The study, published in the May 14 issue of the Journal of the American Medical Association, showed PSA testing every two years is sufficient to identify most men with curable prostate cancer even when a digital rectal examination (DRE) does not. During DRE, a physician feels the prostate and notes any abnormal swelling, which may represent cancer. PSA is a protein made by the prostate gland. Elevated levels of PSA in the blood indicate that prostate disease is present, but PSA levels alone do not prove whether the gland is cancerous.
"Our results suggest that annual testing for PSA in all men is not a cost-effective way to catch prostate cancer at an early, treatable stage," says Carter. The study was co-authored by researchers from the National Institutes of Health's National Institute on Aging (NIA) in Baltimore and Merck Research Laboratories (Blue Bell, Pa.)
Yearly PSA testing of men increases the number of results that falsely identify men with high levels of the protein, and may lead to further unnecessary tests, according to Carter. But reducing the frequency of testing also may leave some men with unidentified prostate cancer that would be caught by PSA testing.
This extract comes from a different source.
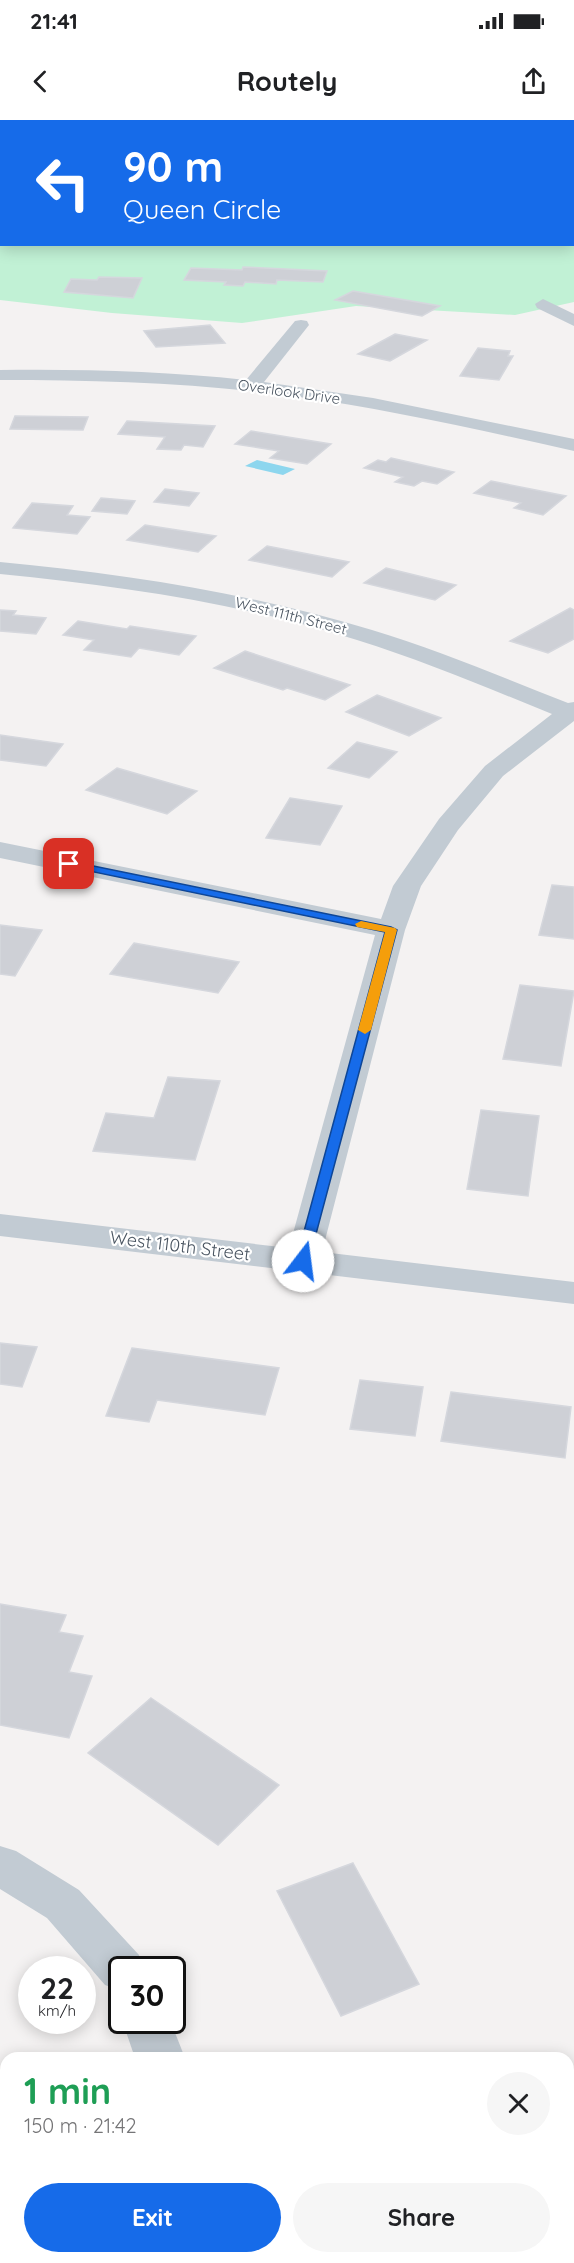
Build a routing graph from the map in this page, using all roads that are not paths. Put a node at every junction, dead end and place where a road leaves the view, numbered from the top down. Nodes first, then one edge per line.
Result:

The study concluded, however, that if a man's PSA level is less than 2 nanograms per milliliter at the first test, he isn't likely to develop incurable prostate cancer before being tested again in two years. A nanogram is a billionth of a gram (2 nanograms = 0.07 ounces). "Annual retesting in these men is not likely to save lives," says Carter. "So for these men, it's safe to wait an extra year. And because 70 percent of men age 50 to 70 have PSA levels less than 2, we can eliminate a lot of unnecessary testing."
"It was important to differentiate between important and unimportant cancers," says Carter. "Most men who die in their 90s have unimportant cancers in their prostate. These are cancers that have been growing extremely slowly, were never a threat to life and didn't require treatment."
"This study allows physicians to reduce the number of PSA tests that are being done unnecessarily," says Jay D. Pearson, Ph.D., senior epidemiologist at Merck Research Laboratories in Blue Bell, Penn. "PSA can be tested less frequently in men with PSA lower than 2 because there is little benefit to the patient and little chance of missing a curable cancer," says Pearson, a guest researcher at NIA.
The researchers also found that 89 percent of men with PSA levels between 4.0 and 5 micrograms per milliliter (1 microgram = 1 millionth of a gram) had curable cancers that required treatment, even though digital exams did not find the cancer. In addition, small, unimportant cancers not needing treatment were detected only 33 percent of the time.
"This means that a physician can feel confident that a man with a PSA between 4 and 5 who has prostate cancer, most likely has curable disease." says Carter. "But at the same time, the probability is small that the cancer is unimportant."
In the first part of the study, researchers measured PSA levels in blood samples of 40 men with prostate cancer from the Baltimore Longitudinal Study of Aging (BLSA), an ongoing, long-term study of aging conducted by the National Institute on Aging. These results were compared with blood samples from 272 men with no evidence of prostate cancer. The findings were used to determine how likely it was that men with a particular PSA level would have an increase in their PSA level. In a second part of the study, researchers determined the actual severity of prostate cancer at particular PSA levels in 389 men by analyzing information collected during and after surgery to treat the cancer at The Johns Hopkins Hospital.
Other authors of the study include Jonathan I. Epstein, Daniel W. Chan (Johns Hopkins); and James L. Fozard (Gerontology Research Center, National Institute on Aging, Baltimore).